Collected data entries:

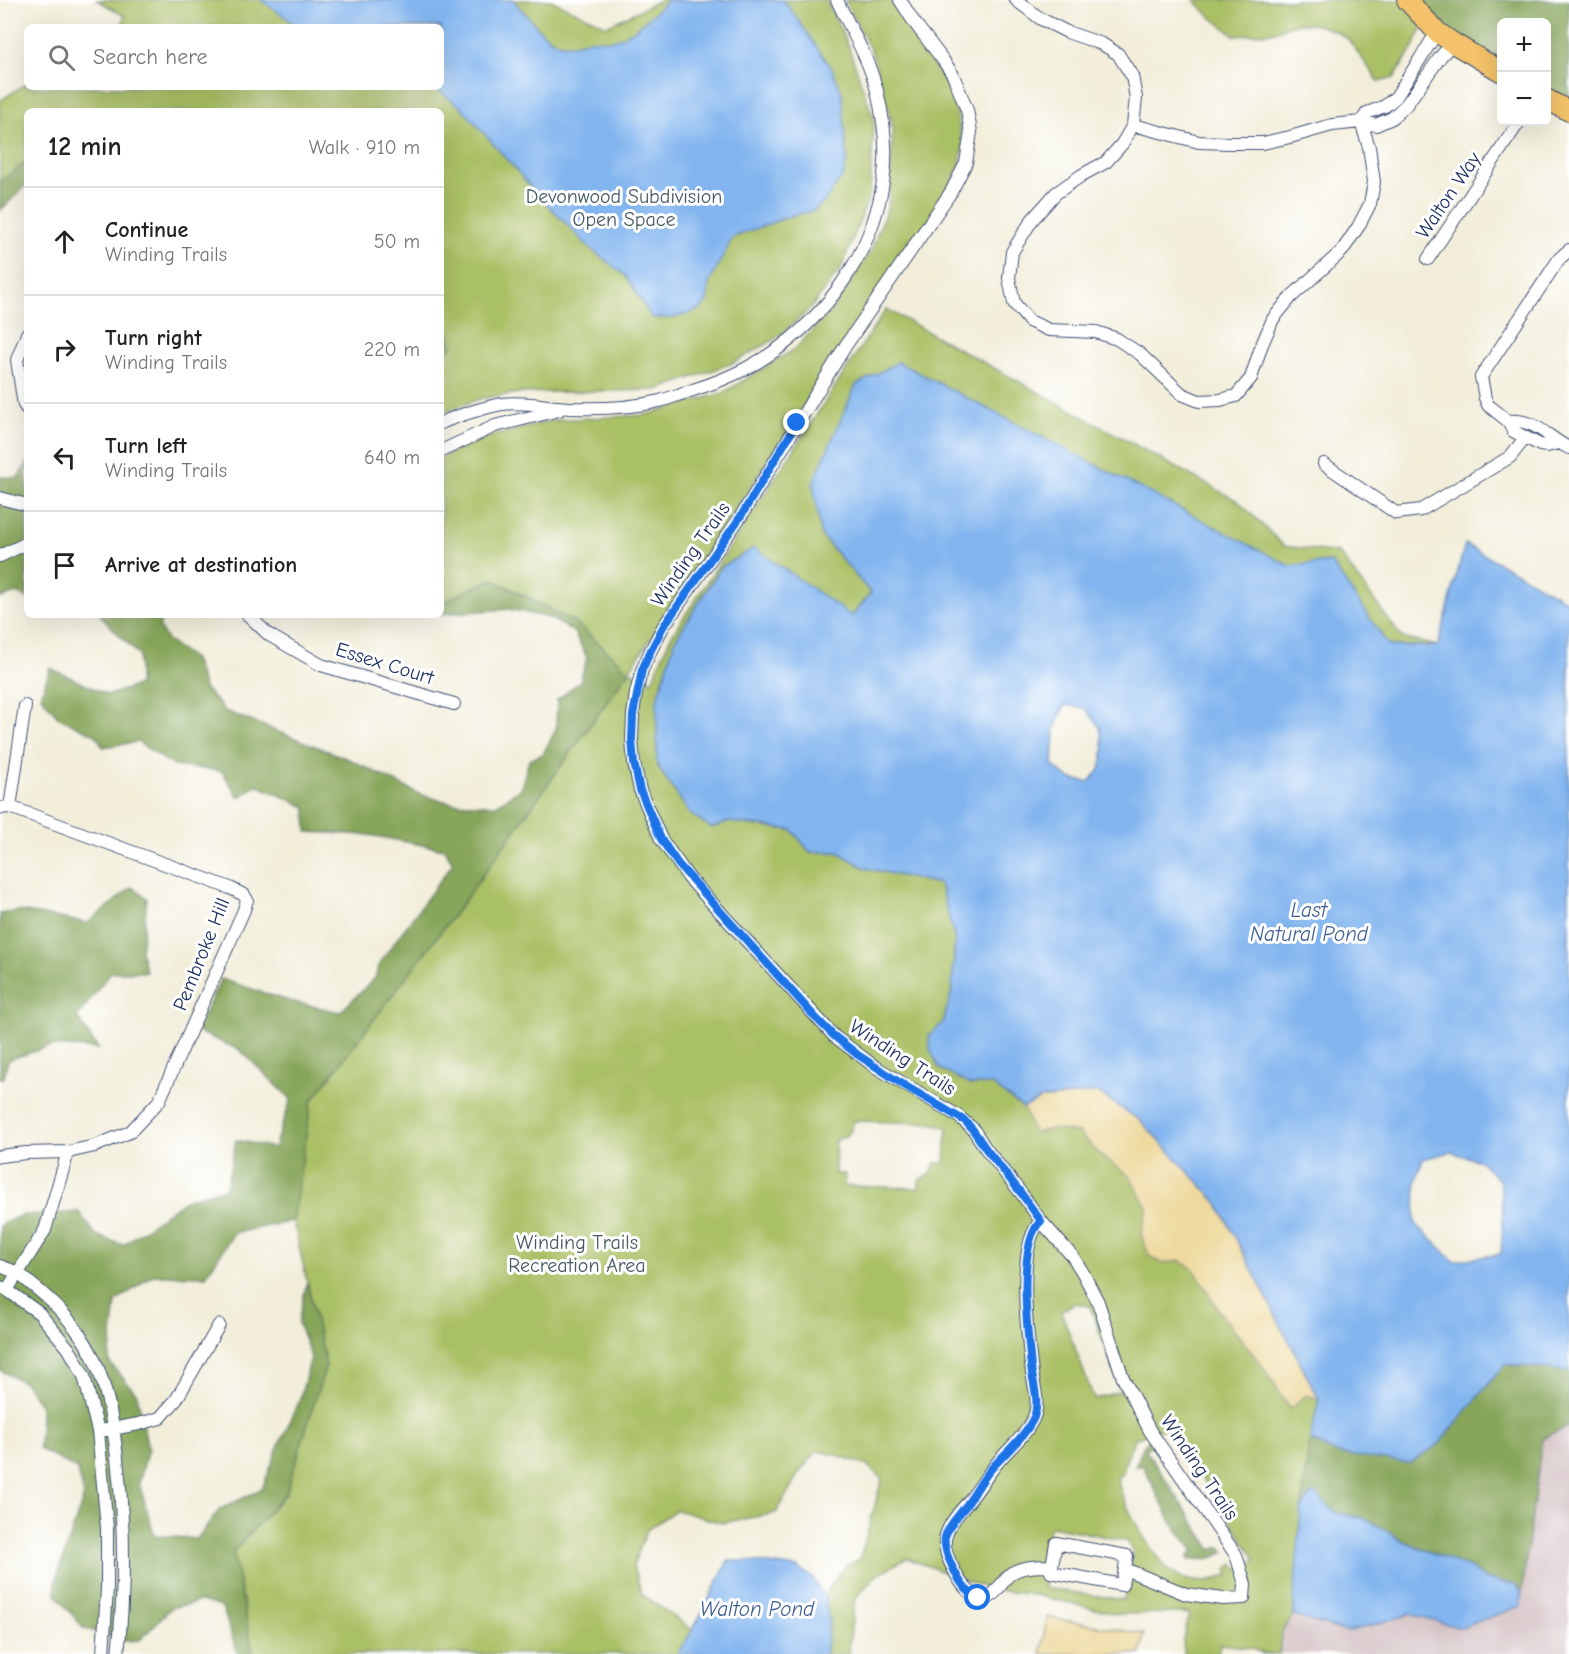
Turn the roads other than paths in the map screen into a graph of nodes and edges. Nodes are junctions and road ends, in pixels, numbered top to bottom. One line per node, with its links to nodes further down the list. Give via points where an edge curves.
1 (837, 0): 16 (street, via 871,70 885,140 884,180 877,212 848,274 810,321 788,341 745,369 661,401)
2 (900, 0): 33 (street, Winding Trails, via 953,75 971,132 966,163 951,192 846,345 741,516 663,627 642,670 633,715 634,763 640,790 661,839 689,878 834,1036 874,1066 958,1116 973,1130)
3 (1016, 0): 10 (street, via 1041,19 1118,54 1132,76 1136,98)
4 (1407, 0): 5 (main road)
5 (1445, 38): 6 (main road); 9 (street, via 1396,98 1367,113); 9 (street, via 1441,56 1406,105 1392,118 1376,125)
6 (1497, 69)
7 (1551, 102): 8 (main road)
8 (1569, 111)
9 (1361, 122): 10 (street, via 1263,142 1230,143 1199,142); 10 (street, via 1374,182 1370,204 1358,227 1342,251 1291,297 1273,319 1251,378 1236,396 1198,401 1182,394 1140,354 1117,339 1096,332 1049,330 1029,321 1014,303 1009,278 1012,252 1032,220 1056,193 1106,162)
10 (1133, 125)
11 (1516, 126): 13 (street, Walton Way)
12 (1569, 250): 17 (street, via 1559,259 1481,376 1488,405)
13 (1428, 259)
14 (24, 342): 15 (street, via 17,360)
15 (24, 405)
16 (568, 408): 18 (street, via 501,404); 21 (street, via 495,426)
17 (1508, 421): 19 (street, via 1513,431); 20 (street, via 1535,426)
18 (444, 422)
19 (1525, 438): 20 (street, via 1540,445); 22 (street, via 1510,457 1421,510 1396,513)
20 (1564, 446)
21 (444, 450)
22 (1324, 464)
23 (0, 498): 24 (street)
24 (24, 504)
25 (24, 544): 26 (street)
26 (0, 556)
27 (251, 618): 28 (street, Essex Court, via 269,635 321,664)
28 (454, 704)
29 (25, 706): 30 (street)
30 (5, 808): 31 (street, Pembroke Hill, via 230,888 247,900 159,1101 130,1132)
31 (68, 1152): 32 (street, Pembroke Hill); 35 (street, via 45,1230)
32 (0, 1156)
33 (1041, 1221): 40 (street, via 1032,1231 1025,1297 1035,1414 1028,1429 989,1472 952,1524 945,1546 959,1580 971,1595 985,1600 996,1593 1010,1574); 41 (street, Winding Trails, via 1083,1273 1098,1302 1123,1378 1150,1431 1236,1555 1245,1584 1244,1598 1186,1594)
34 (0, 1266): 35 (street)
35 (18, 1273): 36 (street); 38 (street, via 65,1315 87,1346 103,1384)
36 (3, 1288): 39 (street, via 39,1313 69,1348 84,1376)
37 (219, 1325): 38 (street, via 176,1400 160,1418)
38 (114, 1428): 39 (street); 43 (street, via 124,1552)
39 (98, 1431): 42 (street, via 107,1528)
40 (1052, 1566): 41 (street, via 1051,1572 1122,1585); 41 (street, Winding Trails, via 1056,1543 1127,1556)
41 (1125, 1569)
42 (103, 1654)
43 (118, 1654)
---
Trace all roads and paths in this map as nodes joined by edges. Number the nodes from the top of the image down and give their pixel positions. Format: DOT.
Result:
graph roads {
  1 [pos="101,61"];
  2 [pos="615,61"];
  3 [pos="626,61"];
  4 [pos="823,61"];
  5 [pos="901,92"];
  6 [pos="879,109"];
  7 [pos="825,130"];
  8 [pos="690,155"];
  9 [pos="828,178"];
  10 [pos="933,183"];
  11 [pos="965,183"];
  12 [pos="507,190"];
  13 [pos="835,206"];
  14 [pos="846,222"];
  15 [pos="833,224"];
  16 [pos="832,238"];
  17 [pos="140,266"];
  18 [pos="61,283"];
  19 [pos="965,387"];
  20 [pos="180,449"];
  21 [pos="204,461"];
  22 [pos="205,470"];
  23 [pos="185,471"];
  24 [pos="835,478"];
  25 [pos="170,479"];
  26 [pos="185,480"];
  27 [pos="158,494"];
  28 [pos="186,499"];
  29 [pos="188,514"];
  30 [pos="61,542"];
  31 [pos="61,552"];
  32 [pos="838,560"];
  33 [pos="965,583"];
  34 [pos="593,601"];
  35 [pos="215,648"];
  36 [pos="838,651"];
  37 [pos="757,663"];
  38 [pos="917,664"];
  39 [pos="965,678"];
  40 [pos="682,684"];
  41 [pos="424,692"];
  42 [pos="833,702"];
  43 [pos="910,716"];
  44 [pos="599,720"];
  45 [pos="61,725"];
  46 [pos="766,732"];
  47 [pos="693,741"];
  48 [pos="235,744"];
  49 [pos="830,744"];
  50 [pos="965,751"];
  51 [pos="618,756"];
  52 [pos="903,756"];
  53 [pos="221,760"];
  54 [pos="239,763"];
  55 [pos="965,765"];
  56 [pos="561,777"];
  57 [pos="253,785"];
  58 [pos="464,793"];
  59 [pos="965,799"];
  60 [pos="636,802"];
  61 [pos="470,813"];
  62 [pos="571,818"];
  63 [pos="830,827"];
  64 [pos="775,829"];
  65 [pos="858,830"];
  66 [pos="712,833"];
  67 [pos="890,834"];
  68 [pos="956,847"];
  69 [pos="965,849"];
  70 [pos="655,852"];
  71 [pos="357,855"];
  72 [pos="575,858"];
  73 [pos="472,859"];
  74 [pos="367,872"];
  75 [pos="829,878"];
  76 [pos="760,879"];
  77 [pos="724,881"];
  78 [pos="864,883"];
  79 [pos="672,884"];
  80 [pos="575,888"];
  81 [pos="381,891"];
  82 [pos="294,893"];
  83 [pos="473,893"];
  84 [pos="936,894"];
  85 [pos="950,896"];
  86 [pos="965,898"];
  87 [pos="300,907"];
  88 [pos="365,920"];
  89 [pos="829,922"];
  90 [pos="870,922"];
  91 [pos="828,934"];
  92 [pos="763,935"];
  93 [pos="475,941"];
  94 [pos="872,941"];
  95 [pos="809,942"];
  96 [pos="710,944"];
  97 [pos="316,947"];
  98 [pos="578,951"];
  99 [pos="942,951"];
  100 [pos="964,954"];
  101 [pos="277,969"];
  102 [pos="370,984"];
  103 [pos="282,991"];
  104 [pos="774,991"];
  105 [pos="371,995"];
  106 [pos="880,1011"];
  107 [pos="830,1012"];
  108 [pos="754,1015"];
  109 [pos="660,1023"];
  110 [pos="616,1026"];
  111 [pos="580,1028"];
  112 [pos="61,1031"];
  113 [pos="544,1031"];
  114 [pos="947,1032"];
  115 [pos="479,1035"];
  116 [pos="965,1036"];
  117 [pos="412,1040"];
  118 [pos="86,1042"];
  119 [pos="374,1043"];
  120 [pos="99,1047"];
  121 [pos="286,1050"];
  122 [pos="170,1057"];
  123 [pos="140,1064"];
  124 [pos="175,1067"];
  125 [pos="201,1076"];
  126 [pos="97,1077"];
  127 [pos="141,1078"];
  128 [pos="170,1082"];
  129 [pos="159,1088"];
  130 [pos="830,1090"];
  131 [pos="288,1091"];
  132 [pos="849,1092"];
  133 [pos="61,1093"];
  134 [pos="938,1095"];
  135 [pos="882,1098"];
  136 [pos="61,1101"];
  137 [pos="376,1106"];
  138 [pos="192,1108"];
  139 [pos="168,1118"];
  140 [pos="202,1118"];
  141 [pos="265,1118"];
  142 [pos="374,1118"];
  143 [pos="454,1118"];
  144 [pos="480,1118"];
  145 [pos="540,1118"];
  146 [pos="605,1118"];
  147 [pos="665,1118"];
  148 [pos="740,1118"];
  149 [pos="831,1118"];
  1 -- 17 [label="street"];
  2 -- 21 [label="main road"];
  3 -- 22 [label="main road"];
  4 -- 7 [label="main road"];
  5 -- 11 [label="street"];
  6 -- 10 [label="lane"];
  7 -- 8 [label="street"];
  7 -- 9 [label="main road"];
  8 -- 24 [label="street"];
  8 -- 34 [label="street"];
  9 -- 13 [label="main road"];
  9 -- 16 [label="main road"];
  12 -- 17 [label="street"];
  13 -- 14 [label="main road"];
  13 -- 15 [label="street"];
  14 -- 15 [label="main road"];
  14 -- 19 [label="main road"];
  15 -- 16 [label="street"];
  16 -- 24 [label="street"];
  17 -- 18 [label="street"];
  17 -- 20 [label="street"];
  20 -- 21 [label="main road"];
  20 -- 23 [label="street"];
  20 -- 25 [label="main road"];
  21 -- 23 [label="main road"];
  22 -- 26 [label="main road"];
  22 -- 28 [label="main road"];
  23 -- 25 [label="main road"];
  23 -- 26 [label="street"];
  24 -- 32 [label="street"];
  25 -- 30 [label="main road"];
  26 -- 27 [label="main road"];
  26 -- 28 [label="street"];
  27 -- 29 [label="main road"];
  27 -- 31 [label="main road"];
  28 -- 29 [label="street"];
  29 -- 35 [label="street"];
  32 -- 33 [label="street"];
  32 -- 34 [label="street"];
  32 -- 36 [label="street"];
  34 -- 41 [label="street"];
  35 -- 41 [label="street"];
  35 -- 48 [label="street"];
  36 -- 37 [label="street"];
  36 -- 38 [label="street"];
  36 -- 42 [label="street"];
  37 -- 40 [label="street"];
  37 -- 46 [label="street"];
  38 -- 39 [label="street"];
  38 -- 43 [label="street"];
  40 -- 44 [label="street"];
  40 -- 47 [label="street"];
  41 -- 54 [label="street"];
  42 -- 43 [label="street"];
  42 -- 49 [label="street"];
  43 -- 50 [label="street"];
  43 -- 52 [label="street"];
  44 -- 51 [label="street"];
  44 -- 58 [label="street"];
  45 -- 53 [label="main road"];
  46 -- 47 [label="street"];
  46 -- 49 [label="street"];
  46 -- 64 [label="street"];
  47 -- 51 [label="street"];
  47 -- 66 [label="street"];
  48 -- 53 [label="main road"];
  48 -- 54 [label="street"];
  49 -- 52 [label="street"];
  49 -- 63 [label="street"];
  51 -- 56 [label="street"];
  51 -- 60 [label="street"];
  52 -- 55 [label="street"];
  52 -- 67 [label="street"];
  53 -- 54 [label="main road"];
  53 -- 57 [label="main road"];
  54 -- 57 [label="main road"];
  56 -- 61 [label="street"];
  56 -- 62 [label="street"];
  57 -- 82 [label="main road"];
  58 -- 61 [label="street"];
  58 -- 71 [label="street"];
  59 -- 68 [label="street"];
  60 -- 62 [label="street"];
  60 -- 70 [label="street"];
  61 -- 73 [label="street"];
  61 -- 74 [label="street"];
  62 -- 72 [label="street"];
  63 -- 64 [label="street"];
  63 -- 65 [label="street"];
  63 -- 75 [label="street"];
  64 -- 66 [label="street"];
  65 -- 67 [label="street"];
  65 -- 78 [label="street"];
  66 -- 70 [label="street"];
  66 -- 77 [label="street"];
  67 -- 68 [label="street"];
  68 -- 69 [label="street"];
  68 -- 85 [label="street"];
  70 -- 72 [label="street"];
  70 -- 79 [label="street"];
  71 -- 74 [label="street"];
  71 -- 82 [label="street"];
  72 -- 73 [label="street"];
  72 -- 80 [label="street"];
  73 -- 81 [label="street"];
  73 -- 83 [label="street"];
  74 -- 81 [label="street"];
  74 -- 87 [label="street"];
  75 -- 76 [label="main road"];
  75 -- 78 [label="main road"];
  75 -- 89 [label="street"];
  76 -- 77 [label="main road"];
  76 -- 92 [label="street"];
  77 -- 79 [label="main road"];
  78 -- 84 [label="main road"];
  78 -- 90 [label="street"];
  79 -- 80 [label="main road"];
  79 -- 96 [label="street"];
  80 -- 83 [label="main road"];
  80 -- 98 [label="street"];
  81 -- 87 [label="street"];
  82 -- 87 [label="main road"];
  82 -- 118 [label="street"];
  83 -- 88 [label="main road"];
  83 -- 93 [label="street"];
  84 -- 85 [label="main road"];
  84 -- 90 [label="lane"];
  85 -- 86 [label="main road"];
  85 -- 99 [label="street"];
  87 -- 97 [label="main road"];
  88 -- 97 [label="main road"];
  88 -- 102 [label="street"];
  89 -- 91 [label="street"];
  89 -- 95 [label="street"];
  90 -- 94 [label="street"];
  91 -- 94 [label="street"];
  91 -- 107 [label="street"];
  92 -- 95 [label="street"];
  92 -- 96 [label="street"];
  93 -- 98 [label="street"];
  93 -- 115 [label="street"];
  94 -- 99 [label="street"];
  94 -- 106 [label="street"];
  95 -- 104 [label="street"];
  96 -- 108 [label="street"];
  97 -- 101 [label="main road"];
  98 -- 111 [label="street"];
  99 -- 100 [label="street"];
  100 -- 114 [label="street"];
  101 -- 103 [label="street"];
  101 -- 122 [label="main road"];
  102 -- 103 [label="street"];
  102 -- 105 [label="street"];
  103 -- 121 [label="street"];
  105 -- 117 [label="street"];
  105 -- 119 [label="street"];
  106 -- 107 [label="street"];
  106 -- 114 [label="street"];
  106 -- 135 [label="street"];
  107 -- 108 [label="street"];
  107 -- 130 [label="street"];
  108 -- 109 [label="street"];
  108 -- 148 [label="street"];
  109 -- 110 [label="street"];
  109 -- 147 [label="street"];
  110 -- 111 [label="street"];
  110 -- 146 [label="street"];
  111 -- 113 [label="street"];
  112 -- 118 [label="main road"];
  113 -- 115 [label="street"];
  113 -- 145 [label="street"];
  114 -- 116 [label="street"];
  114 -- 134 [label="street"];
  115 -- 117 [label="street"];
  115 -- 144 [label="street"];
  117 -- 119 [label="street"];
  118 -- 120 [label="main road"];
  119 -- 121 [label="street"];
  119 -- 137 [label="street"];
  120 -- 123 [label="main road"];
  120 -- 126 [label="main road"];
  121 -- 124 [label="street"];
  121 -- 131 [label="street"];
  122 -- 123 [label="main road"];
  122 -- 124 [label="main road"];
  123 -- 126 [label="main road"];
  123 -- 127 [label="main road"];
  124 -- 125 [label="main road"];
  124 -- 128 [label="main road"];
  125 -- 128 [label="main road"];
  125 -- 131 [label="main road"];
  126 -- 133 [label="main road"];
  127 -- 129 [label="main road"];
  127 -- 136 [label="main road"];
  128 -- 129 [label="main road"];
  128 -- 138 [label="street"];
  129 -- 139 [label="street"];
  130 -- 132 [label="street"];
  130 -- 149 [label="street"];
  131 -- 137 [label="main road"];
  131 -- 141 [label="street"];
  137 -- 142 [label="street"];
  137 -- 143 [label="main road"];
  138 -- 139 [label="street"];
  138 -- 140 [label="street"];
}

## WHAT THE TASK ASKS
In the lines above, locate the string "edges". Copy every line where it occurs.

## SOLUTION FOR THIS TASK
Turn the roads other than paths in the map screen into a graph of nodes and edges. Nodes are junctions and road ends, in pixels, numbered top to bottom. One line per node, with its links to nodes further down the list. Give via points where an edge curves.
Trace all roads and paths in this map as nodes joined by edges. Number the nodes from the top of the image down and give their pixel positions. Format: DOT.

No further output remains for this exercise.